**Your objective**
Set the whole listing down again, word for word, with no pictures.

**Given data**

....

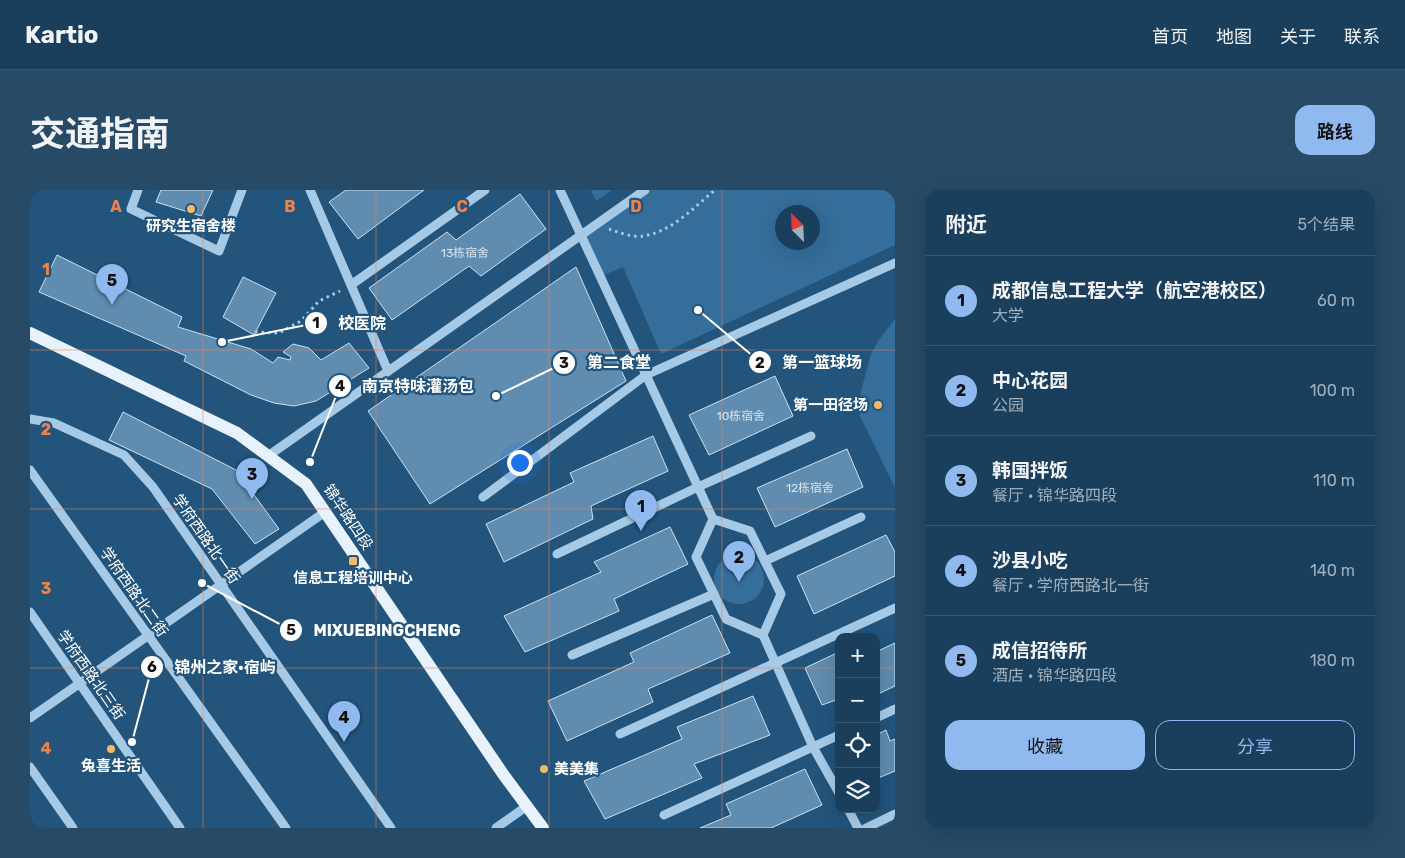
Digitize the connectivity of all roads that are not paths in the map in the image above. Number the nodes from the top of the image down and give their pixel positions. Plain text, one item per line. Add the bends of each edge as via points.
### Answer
1 (138, 190) edge
2 (242, 190) edge
3 (310, 190) edge
4 (485, 190) edge
5 (560, 190) edge
6 (645, 190) edge
7 (581, 235) junction
8 (895, 263) edge
9 (351, 285) junction
10 (30, 334) edge
11 (388, 371) junction
12 (646, 376) junction
13 (30, 419) edge
14 (811, 436) dead end
15 (268, 456) junction
16 (30, 470) edge
17 (698, 486) junction
18 (483, 497) dead end
19 (325, 512) junction
20 (861, 517) dead end
21 (714, 519) junction
22 (557, 554) dead end
23 (765, 562) junction
24 (221, 584) junction
25 (714, 594) junction
26 (895, 608) edge
27 (30, 612) edge
28 (147, 635) junction
29 (763, 635) junction
30 (572, 655) dead end
31 (775, 663) junction
32 (79, 683) junction
33 (895, 709) edge
34 (880, 716) edge
35 (30, 718) edge
36 (620, 734) dead end
37 (835, 737) edge
38 (813, 747) junction
39 (30, 767) edge
40 (835, 786) edge
41 (527, 806) junction
42 (850, 813) edge
43 (895, 814) edge
44 (664, 816) dead end
45 (74, 828) edge
46 (180, 828) edge
47 (286, 828) edge
48 (391, 828) edge
49 (496, 828) edge
50 (543, 828) edge
51 (858, 828) edge
52 (866, 828) edge

1 - 2 street via 130,209 219,251
3 - 9 street
4 - 9 street
5 - 7 street
6 - 7 street
7 - 11 street
7 - 12 street
8 - 12 street
9 - 11 street
10 - 15 main road, 锦华路四段 via 237,433
11 - 15 street
12 - 17 street
12 - 18 street
13 - 24 street, 学府西路北一街 via 54,423 124,455 153,487
14 - 17 street
15 - 19 main road, 锦华路四段 via 306,484
16 - 28 street, 学府西路北二街
17 - 21 street
17 - 22 street
19 - 24 street
19 - 41 main road, 锦华路四段
20 - 23 street
21 - 23 street via 750,531
21 - 25 street via 696,557
23 - 29 street via 781,594
24 - 28 street
24 - 48 street, 学府西路北一街
25 - 29 street via 726,619
25 - 30 street
26 - 31 street
27 - 32 street, 学府西路北三街
28 - 32 street
28 - 47 street, 学府西路北二街
29 - 31 street
31 - 36 street
31 - 38 street
32 - 35 street
32 - 46 street, 学府西路北三街
33 - 34 street
37 - 38 street
38 - 40 street
38 - 44 street
39 - 45 street
41 - 49 street
41 - 50 main road, 锦华路四段
42 - 51 street
43 - 52 street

....

**Problem solution**
Digitize the connectivity of all roads that are not paths in the map in the image above. Number the nodes from the top of the image down and give their pixel positions. Plain text, one item per line. Add the bends of each edge as via points.
### Answer
1 (138, 190) edge
2 (242, 190) edge
3 (310, 190) edge
4 (485, 190) edge
5 (560, 190) edge
6 (645, 190) edge
7 (581, 235) junction
8 (895, 263) edge
9 (351, 285) junction
10 (30, 334) edge
11 (388, 371) junction
12 (646, 376) junction
13 (30, 419) edge
14 (811, 436) dead end
15 (268, 456) junction
16 (30, 470) edge
17 (698, 486) junction
18 (483, 497) dead end
19 (325, 512) junction
20 (861, 517) dead end
21 (714, 519) junction
22 (557, 554) dead end
23 (765, 562) junction
24 (221, 584) junction
25 (714, 594) junction
26 (895, 608) edge
27 (30, 612) edge
28 (147, 635) junction
29 (763, 635) junction
30 (572, 655) dead end
31 (775, 663) junction
32 (79, 683) junction
33 (895, 709) edge
34 (880, 716) edge
35 (30, 718) edge
36 (620, 734) dead end
37 (835, 737) edge
38 (813, 747) junction
39 (30, 767) edge
40 (835, 786) edge
41 (527, 806) junction
42 (850, 813) edge
43 (895, 814) edge
44 (664, 816) dead end
45 (74, 828) edge
46 (180, 828) edge
47 (286, 828) edge
48 (391, 828) edge
49 (496, 828) edge
50 (543, 828) edge
51 (858, 828) edge
52 (866, 828) edge

1 - 2 street via 130,209 219,251
3 - 9 street
4 - 9 street
5 - 7 street
6 - 7 street
7 - 11 street
7 - 12 street
8 - 12 street
9 - 11 street
10 - 15 main road, 锦华路四段 via 237,433
11 - 15 street
12 - 17 street
12 - 18 street
13 - 24 street, 学府西路北一街 via 54,423 124,455 153,487
14 - 17 street
15 - 19 main road, 锦华路四段 via 306,484
16 - 28 street, 学府西路北二街
17 - 21 street
17 - 22 street
19 - 24 street
19 - 41 main road, 锦华路四段
20 - 23 street
21 - 23 street via 750,531
21 - 25 street via 696,557
23 - 29 street via 781,594
24 - 28 street
24 - 48 street, 学府西路北一街
25 - 29 street via 726,619
25 - 30 street
26 - 31 street
27 - 32 street, 学府西路北三街
28 - 32 street
28 - 47 street, 学府西路北二街
29 - 31 street
31 - 36 street
31 - 38 street
32 - 35 street
32 - 46 street, 学府西路北三街
33 - 34 street
37 - 38 street
38 - 40 street
38 - 44 street
39 - 45 street
41 - 49 street
41 - 50 main road, 锦华路四段
42 - 51 street
43 - 52 street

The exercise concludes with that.